- Task to carry out -
Nothing but the lines below between the line holding "thumb cmc: (238, 309)" and the line holding "index dip: (332, 235)", inclusive, should appear in the answer, each set down exactly.

Human pose keypoint data:
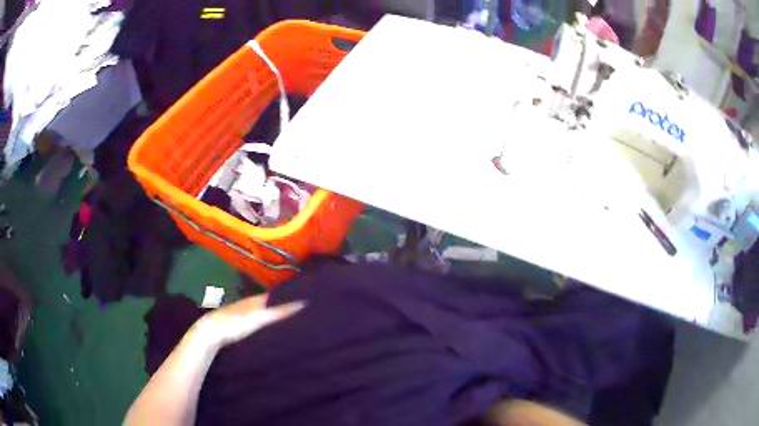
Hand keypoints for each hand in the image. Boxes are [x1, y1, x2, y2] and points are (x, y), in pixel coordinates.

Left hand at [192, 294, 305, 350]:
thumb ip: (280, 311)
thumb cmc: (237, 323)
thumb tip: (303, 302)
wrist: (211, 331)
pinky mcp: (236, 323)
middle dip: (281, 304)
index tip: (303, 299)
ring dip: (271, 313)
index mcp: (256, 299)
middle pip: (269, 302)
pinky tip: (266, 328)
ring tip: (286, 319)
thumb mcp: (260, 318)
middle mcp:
* * *
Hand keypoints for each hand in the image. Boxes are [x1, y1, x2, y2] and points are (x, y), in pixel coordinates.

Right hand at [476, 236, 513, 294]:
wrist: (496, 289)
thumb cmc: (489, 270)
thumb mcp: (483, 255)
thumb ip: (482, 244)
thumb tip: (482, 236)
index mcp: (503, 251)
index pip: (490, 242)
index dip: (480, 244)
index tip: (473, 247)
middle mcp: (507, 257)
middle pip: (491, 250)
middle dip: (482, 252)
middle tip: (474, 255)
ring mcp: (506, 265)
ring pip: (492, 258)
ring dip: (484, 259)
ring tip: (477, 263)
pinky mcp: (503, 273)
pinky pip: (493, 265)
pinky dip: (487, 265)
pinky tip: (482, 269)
--
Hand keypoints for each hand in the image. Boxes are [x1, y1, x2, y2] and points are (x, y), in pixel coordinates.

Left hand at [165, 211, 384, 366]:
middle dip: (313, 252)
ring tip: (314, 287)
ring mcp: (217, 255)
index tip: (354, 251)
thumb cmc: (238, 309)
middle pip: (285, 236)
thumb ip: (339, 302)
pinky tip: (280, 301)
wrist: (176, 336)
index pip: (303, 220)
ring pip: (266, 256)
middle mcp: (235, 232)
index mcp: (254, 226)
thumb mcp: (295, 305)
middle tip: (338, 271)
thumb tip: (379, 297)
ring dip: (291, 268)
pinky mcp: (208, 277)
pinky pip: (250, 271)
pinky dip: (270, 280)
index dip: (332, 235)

- Exercise response -
thumb cmc: (238, 309)
middle pip: (285, 236)
thumb ip: (339, 302)
pinky tip: (280, 301)
wrist: (176, 336)
index pip: (303, 220)
ring pip: (266, 256)
middle mcp: (235, 232)
index mcp: (254, 226)
thumb mcp: (295, 305)
middle tip: (338, 271)
thumb tip: (379, 297)
ring dip: (291, 268)
pinky mcp: (208, 277)
pinky pip: (250, 271)
pinky dip: (270, 280)
index dip: (332, 235)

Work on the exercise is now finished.